2. THE OXYGEN CASCADE AT HIGH ALTITUDE
Barometric pressure (PB) falls exponentially with altitude - it halves every ~5500 m. Since O₂ concentration in air remains constant at 21%, PO₂ falls proportionally:
- Sea level: PB = 760 mmHg, Inspired PO₂ = 159 mmHg, PaO₂ = 90-95 mmHg
- 4570 m (15,000 ft): PaO₂ = 48-53 mmHg, SaO₂ = 86%
- 8848 m (summit): PaO₂ = 26-33 mmHg, SaO₂ = 58%, PaCO₂ = 9.5-13.8 mmHg
The Hb-O₂ dissociation curve provides partial protection: up to ~3000 m, PaO₂ falls on the flat part of the curve, so SaO₂ and O₂ content are relatively preserved.
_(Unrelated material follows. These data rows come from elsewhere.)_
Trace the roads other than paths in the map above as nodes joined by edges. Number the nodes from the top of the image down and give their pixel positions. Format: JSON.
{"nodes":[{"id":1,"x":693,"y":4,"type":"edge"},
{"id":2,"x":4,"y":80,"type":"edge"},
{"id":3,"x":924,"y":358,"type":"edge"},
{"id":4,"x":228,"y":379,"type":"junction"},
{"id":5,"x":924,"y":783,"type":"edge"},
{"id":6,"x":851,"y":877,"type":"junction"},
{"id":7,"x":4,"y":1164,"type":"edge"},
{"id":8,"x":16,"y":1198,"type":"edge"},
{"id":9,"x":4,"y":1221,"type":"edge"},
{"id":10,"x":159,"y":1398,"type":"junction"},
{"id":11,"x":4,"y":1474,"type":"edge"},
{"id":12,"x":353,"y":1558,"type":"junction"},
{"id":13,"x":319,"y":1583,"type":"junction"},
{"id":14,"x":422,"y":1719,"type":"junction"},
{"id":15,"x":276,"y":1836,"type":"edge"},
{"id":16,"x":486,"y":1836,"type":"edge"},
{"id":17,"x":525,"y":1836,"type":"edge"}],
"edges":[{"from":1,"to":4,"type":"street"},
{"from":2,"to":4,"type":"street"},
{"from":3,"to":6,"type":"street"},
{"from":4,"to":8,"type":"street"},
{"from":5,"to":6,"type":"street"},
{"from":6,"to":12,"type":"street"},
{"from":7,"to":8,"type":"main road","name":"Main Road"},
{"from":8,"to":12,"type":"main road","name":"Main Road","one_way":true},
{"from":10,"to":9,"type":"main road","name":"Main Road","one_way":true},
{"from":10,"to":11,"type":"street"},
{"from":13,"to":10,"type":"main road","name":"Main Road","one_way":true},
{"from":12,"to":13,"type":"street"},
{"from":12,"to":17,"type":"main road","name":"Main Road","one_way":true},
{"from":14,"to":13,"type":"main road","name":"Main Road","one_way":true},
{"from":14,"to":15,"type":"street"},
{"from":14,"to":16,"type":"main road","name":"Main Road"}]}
Above this, the steep portion is reached and O₂ content drops sharply.
At very high altitudes, diffusion limitation also occurs - pulmonary capillary blood fails to equilibrate with alveolar PO₂ before leaving the capillary, especially during exercise.
3. ACCLIMATIZATION - ADAPTIVE RESPONSES
A. Pulmonary Acclimatization (Ventilatory Response)
Acute response (minutes to hours):
- Hypoxemia is sensed by carotid body peripheral chemoreceptors
- Triggers hypoxic ventilatory response (HVR) - immediate rise in ventilation
- HVR raises alveolar PO₂ toward ambient PO₂
- Hyperventilation blows off CO₂ → respiratory alkalosis (↓PaCO₂, ↑pH)
- This alkalosis acts as a brake on the ventilatory drive (especially via medullary chemoreceptors)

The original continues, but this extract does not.